=== Requirement ===
Write only the number of lines in the data that include the word "Oaks".
:: Extracted entries ::
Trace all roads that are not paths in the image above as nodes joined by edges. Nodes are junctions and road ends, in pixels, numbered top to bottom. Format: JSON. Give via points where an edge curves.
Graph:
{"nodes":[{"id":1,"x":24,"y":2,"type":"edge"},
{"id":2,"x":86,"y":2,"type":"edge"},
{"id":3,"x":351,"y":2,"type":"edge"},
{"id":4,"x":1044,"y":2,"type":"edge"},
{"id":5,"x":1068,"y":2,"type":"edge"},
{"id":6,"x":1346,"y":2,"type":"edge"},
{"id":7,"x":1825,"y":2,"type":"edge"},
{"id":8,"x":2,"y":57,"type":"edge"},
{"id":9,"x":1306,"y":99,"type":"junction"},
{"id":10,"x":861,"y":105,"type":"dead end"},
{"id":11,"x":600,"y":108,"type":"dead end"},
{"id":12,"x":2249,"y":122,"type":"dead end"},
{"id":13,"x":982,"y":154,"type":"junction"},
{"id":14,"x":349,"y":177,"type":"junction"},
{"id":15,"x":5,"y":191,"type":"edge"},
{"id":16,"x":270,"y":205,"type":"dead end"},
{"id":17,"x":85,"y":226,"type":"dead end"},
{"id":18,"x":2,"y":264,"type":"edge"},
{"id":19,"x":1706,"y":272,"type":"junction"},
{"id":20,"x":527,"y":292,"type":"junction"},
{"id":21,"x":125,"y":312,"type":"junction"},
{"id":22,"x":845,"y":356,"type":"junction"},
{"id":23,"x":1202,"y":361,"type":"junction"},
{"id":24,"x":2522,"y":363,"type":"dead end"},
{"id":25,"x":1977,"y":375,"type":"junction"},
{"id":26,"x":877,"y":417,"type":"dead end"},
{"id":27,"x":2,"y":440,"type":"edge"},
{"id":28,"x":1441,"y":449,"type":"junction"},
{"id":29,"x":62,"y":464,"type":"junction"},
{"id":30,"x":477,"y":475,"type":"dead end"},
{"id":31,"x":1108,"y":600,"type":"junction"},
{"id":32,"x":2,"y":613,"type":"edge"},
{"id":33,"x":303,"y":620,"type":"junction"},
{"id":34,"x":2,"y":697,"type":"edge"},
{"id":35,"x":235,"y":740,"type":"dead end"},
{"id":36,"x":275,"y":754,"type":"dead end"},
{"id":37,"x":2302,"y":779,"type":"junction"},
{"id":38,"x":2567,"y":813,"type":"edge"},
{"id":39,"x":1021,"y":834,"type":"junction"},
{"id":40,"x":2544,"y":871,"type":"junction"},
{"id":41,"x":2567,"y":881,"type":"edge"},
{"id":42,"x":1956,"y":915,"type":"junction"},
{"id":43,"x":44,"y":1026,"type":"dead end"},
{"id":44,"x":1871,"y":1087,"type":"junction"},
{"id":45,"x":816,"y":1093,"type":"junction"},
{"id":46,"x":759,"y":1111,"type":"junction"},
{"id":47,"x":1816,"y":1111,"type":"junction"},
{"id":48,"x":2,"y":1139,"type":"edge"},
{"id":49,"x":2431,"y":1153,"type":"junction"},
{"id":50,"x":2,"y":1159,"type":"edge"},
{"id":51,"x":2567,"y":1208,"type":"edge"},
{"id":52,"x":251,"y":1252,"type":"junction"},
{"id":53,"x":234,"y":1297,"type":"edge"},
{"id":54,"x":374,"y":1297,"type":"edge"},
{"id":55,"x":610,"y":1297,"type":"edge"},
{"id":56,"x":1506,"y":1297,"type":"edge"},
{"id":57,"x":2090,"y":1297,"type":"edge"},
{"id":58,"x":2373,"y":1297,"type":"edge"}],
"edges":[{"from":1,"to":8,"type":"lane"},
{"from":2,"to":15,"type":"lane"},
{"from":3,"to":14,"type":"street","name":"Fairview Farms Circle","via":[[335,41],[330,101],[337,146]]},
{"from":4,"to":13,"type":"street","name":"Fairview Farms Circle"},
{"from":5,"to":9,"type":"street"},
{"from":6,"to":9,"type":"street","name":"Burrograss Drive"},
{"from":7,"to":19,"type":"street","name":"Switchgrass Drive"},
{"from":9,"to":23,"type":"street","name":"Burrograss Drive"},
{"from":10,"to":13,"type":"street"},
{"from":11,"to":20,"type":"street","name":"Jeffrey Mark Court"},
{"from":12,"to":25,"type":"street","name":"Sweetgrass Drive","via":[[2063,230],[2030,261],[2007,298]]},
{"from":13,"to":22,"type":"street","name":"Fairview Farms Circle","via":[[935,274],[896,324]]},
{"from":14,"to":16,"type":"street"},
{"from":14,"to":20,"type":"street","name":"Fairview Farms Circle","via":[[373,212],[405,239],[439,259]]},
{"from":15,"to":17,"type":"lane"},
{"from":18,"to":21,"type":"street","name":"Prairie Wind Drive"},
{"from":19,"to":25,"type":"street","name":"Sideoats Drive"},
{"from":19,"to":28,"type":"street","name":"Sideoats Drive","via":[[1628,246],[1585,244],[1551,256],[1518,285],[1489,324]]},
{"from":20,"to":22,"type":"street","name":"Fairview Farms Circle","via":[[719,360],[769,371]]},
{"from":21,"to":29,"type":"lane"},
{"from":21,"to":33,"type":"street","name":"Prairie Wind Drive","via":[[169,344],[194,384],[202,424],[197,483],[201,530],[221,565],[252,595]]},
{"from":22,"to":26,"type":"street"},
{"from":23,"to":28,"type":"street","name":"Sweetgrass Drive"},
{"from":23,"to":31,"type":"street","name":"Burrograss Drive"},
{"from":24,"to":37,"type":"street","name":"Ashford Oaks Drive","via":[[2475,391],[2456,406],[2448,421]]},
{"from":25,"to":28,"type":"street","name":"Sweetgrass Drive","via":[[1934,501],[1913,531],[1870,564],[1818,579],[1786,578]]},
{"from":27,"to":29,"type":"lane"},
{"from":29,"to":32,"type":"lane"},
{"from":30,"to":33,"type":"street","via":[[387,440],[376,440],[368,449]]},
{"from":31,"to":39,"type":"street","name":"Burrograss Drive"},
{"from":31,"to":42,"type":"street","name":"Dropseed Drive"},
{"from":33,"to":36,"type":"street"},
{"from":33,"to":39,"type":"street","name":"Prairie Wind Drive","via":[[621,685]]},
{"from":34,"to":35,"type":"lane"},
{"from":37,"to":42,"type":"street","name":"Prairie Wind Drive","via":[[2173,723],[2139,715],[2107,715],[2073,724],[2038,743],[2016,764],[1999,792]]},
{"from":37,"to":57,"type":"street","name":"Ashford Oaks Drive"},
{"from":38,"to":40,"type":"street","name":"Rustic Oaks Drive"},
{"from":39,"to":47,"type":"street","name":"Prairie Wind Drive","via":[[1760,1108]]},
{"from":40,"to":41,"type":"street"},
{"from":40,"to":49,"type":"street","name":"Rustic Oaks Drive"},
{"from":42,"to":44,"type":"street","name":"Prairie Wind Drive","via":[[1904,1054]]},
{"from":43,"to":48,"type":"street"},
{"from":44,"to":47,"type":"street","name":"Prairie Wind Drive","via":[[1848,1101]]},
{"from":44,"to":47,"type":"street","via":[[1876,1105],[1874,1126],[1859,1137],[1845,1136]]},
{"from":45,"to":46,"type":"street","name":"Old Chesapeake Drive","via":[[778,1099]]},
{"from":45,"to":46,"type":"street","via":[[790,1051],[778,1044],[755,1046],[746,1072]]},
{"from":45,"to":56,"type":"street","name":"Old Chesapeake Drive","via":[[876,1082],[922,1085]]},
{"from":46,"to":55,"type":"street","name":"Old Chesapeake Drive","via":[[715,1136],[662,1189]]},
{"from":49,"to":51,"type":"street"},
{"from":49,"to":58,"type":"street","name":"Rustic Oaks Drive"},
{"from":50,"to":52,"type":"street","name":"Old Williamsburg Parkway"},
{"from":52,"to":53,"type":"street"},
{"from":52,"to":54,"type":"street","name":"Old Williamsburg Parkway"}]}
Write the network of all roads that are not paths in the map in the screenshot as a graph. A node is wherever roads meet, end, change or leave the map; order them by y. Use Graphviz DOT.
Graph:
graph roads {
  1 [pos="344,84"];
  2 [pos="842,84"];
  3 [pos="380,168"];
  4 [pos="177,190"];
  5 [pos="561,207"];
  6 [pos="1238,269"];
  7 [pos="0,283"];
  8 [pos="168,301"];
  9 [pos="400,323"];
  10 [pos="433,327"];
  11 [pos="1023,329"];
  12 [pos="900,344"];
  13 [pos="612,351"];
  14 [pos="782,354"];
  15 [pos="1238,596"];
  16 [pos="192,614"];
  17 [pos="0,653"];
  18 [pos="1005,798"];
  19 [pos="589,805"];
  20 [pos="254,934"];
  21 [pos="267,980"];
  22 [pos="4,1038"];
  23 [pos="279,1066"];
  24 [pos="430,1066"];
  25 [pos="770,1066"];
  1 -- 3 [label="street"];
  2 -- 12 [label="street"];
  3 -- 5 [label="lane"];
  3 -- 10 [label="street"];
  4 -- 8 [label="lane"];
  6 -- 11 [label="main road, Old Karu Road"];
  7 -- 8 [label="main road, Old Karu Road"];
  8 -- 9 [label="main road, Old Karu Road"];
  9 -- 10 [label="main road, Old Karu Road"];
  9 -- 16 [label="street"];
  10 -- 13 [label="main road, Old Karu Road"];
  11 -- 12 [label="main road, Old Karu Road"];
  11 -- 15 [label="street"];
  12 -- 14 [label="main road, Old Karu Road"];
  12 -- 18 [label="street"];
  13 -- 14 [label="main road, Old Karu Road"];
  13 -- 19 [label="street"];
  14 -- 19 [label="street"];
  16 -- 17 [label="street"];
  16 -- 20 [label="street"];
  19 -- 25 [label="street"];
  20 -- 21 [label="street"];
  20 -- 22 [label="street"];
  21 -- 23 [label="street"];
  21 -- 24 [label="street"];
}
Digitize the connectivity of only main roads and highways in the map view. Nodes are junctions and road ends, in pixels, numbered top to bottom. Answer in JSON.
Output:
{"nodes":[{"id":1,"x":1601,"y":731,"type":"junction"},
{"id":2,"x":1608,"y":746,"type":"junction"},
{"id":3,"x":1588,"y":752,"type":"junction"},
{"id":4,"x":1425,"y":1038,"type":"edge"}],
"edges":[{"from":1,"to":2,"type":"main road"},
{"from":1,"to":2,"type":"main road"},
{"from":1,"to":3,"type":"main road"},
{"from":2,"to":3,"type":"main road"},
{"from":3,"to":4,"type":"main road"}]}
:::
=== Answer below ===
5